The mononuclear phagocyte system is composed of monocytes, macrophages and dendritic cells and has crucial roles in inflammation, autoimmunity, infection, cancer, organ transplantation and in maintaining organismal homeostasis. Interleukin-34 (IL-34) and macrophage colony stimulating factor (MCSF), both signalling through the MCSF receptor, regulate the mononuclear phagocyte system. A single IL-34 and MCSF gene are present in tetrapods. Two types of MCSF exist in teleost fish which is resulted from teleost-wide whole genome duplication. In this report, we first identified and sequence analysed six IL-34 genes in five teleost fish, rainbow trout, fugu, Atlantic salmon, catfish and zebrafish. The fish IL-34 molecules had a higher identity within fish group but low identities to IL-34s from birds (27.2-33.8%) and mammals (22.2-31.4%). However, they grouped with tetrapod IL-34 molecules in phylogenetic tree analysis, had a similar 7 exon/6 intron gene organisation, and genes in the IL-34 loci were syntenically conserved. In addition, the regions of the four main helices, along with a critical N-glycosylation site were well conserved. Taken together these data suggest that the teleost IL-34 genes described in this report are orthologues of tetrapod IL-34. Comparative expression study of the three trout MCSFR ligands revealed that IL-34, MCSF1 and MCSF2 are differentially expressed in tissues and cell lines. The expression of MCSF1 and MCSF2 showed great variance in different tissues and cell lines, suggesting a role in the differentiation and maintenance of specific macrophage lineages in specific locations. The relatively high levels of IL-34 expression across different tissues suggests a homeostatic role of IL-34 for the macrophage lineage in fish. One striking observation in the present study was the lack of induction of MCSF1 and MCSF2 expression but the quick induction of IL-34 expression by PAMPs and inflammatory cytokines in cell lines and primary head kidney macrophages in rainbow trout. In a parasitic proliferative kidney disease (PKD) model, the expression of IL-34 but not the dominant MCSF2 was affected by PKD, suggesting an involvement of macrophage function in this disease model. Thus IL-34 expression is sensitive to inflammatory stimuli and may regulate macrophage biology once up-regulated.

Cloning of the IL-1ß3 gene and IL-1ß4 pseudogene in salmonids uncovers a second type of IL-1ß gene in teleost fish.

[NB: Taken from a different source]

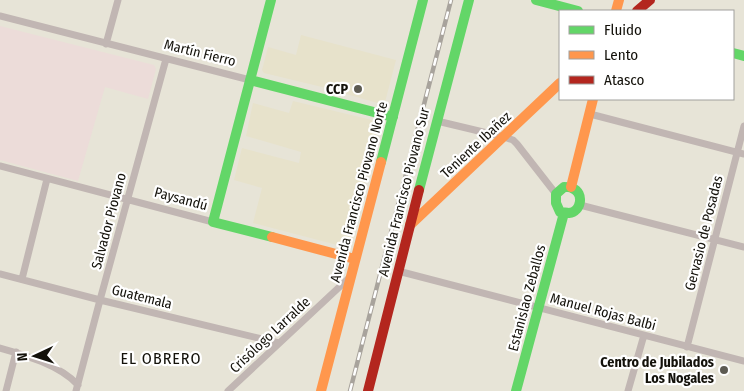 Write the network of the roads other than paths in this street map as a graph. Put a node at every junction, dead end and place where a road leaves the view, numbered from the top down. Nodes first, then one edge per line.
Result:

To date two closely related interleukin-1ß genes (IL-1ß1 and IL-ß2) have been found in salmonids. The cloning of trout and salmon IL-1ß3, and a salmon IL-1ß4 pseudogene reveals that two types of IL-1ß genes exist in teleost species. Type I teleost IL-1ß genes, including salmonid IL-1ß3, share a similar 6 coding exon structure as in tetrapods. Type II teleost IL-1ß genes, e.g. salmonid IL-1ß1-2, lack one or two coding exons at their 5'-end, and share higher identities within this subgroup than within the type I subgroup. Both types of IL-1ß genes have been found in species of Salmoniformes, Perciformes and Beloniformes, suggesting the divergence occurred early in teleost evolution. Trout IL-1ß3 is highly expressed in ovary suggesting a role in reproduction. A relatively high constitutive expression in gills, spleen and kidney and the up-regulation by PAMPs, proinflammatory cytokines and viral infection suggests IL-1ß3 also has a role in inflammation and host defence.